Americanism and Anti-Americanism
By: DonPMitchell · Section: Diaries
Anti-Americanism is not a grass-roots movement in the world, it is not the result of our nation being less generous or less moral than other nations. It is the result of a small class of elitists who hold the power to incite the masses in many nations.
America is a democracy of the common man, a civilization that provides for its own cultural and political needs without the significant involvement of an intellectual class or a ruling clerical class. And that is why the spread of our ideals so threatens such men in Europe, in the Third World or even here at home.

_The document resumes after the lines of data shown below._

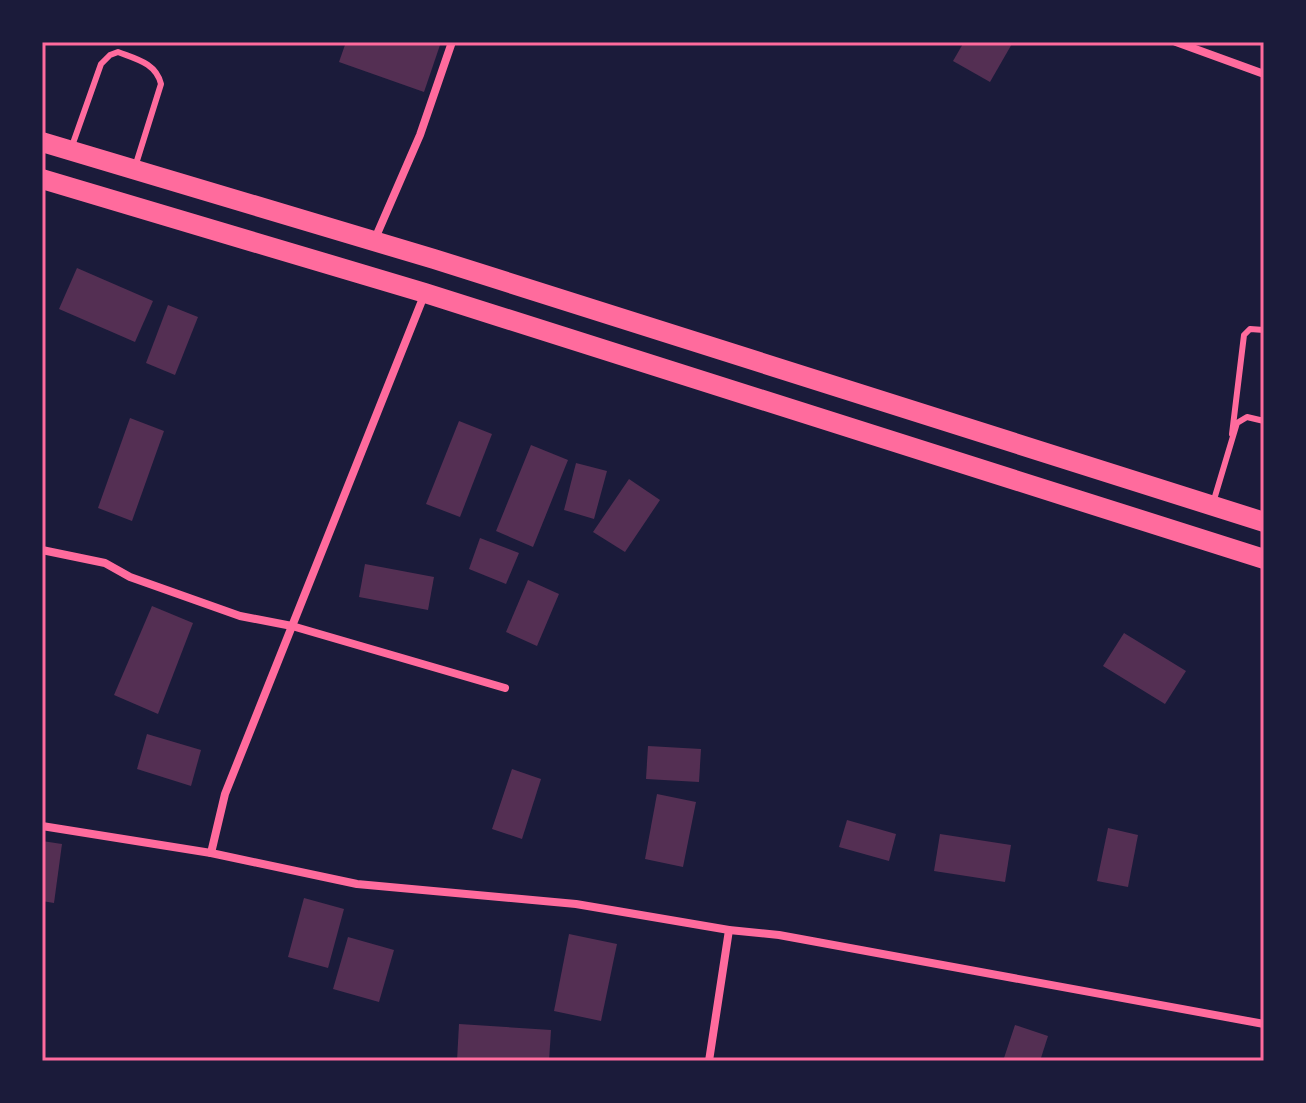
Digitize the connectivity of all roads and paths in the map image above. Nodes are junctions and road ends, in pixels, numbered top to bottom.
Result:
1 (452, 42) edge
2 (1176, 42) edge
3 (1264, 74) edge
4 (42, 142) edge
5 (70, 151) junction
6 (134, 170) junction
7 (42, 179) edge
8 (373, 242) junction
9 (425, 293) junction
10 (1264, 330) edge
11 (1264, 421) edge
12 (1232, 434) junction
13 (1213, 506) junction
14 (1264, 522) edge
15 (42, 550) edge
16 (1264, 559) edge
17 (292, 626) junction
18 (505, 688) dead end
19 (42, 826) edge
20 (211, 853) junction
21 (729, 930) junction
22 (1264, 1024) edge
23 (709, 1061) edge

1 - 8 street
2 - 3 street
4 - 5 highway
5 - 6 highway
5 - 6 lane
6 - 8 highway
7 - 9 highway
8 - 13 highway
9 - 16 highway
9 - 17 street
10 - 12 lane
11 - 12 lane
12 - 13 lane
13 - 14 highway
15 - 17 street
17 - 18 street
17 - 20 street
19 - 20 street
20 - 21 street
21 - 22 street
21 - 23 street

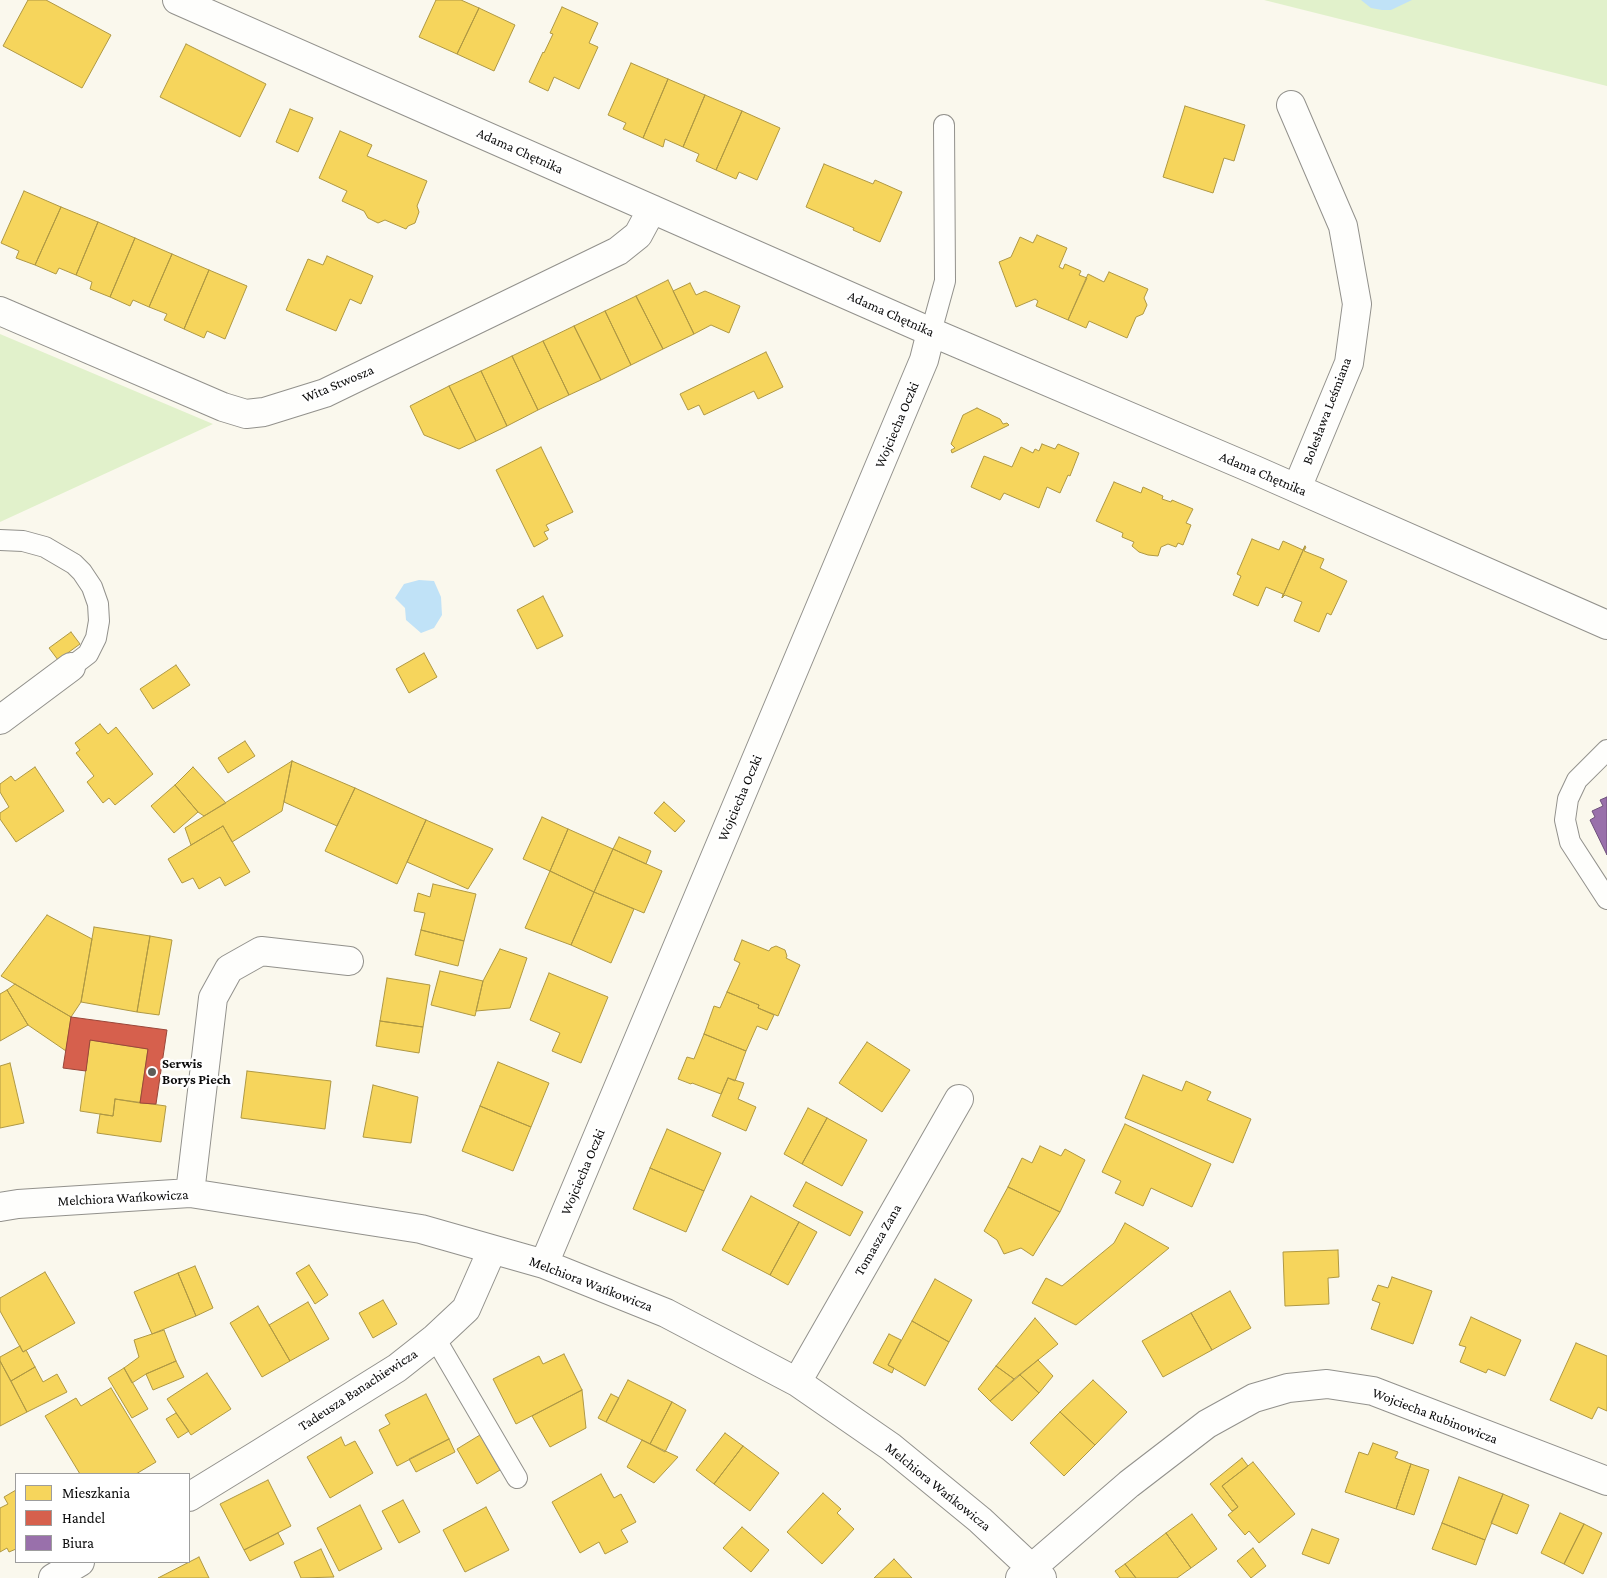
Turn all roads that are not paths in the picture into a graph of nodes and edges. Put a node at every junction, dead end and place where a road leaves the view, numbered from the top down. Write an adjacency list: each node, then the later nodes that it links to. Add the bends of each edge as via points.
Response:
1 (177, 0): 4 (street, Adama Chętnika)
2 (1292, 105): 7 (street, Bolesława Leśmiana, via 1343,226 1357,304 1349,363)
3 (944, 125): 6 (lane, via 945,281)
4 (652, 209): 5 (street, Wita Stwosza, via 638,235 618,251 325,393 264,412 246,414 223,407); 6 (street, Adama Chętnika)
5 (0, 311)
6 (931, 332): 7 (street, Adama Chętnika); 19 (street, Wojciecha Oczki, via 924,360)
7 (1297, 488): 9 (street, Adama Chętnika)
8 (0, 540): 10 (lane, via 23,541 45,547 74,564 92,587 98,604 96,638 88,654)
9 (1607, 625)
10 (71, 667): 11 (street)
11 (0, 720)
12 (1607, 750): 13 (lane, via 1578,780 1568,799 1565,820 1570,842)
13 (1607, 899)
14 (349, 961): 16 (street, via 261,951 229,970 213,998)
15 (959, 1098): 21 (street, Tomasza Zana)
16 (190, 1193): 17 (street, Melchiora Wańkowicza); 18 (street, Melchiora Wańkowicza, via 421,1229)
17 (0, 1207)
18 (492, 1250): 19 (street, Melchiora Wańkowicza); 20 (street, Tadeusza Banachiewicza, via 466,1309)
19 (544, 1264): 21 (street, Melchiora Wańkowicza, via 666,1313)
20 (435, 1338): 22 (lane); 24 (street, Tadeusza Banachiewicza, via 397,1368)
21 (797, 1382): 26 (street, Melchiora Wańkowicza, via 891,1447 980,1520)
22 (517, 1478)
23 (1607, 1481): 26 (street, Wojciecha Rubinowicza, via 1373,1391 1327,1384 1288,1388 1254,1398 1207,1424 1130,1484)
24 (190, 1496)
25 (78, 1563): 27 (street)
26 (1031, 1574)
27 (53, 1578)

Feb 28th, 2005: 19:01:02, Not Rated
Following Bush's latest visit, a poll showed that more Europeans trusted Russia than America. As remarkable as this seems, it is nothing new. For the last fifty years, anti-Americanism has been widespread in Europe and much of the Third World.
In 1976, the American philosopher Eric Hoffer discussed this puzzling fact in his book Ordeal of Change. In the midst of the Cold War, Hoffer asked why so many people in the world turned to Communism. America was generous, helpful, successful and its citizens enjoyed unprecedented personal freedom. Communism had a long record of purges, censorship, propaganda and had failed to provide economic success. Why would anyone chose the far left?
Hoffer's claim is that most common people do (or could) view America as admirable and desirable. Many people would live here if they could, to give their families a better life and greater opportunity. The source of discontent and anti-Americanism is a small class of self-appointed spokesmen, the intellectuals who dominate the media and endlessly criticize America. In much of the world, men of words hold the power to steer their nations direction.
To understand why these spokesmen hate America, you must first understand what Americanism means. And I am amazed by how few people today have a clear sense of that. Principles that were familiar to every schoolchild in the 1950s are rarely articulated by modern teachers or the media. Speaking them out loud in many forums will elicit laughter.
America was established as a democracy of practical common men. We govern ourselves, we manage our vast economy, and we satisfy our cultural needs, without a hereditary nobility, without holy edicts of all-powerful clerics, without the guidance of an elite intellectual class. Today the whole world watches our movies, listens to our music, uses our software, and benefits from our inventions: atomic power, the internet, communication satellites, etc. For people with talent, bravery and a willingness to be productive, our system offers the opportunity to rise from any circumstances, to be successful, even to shape history.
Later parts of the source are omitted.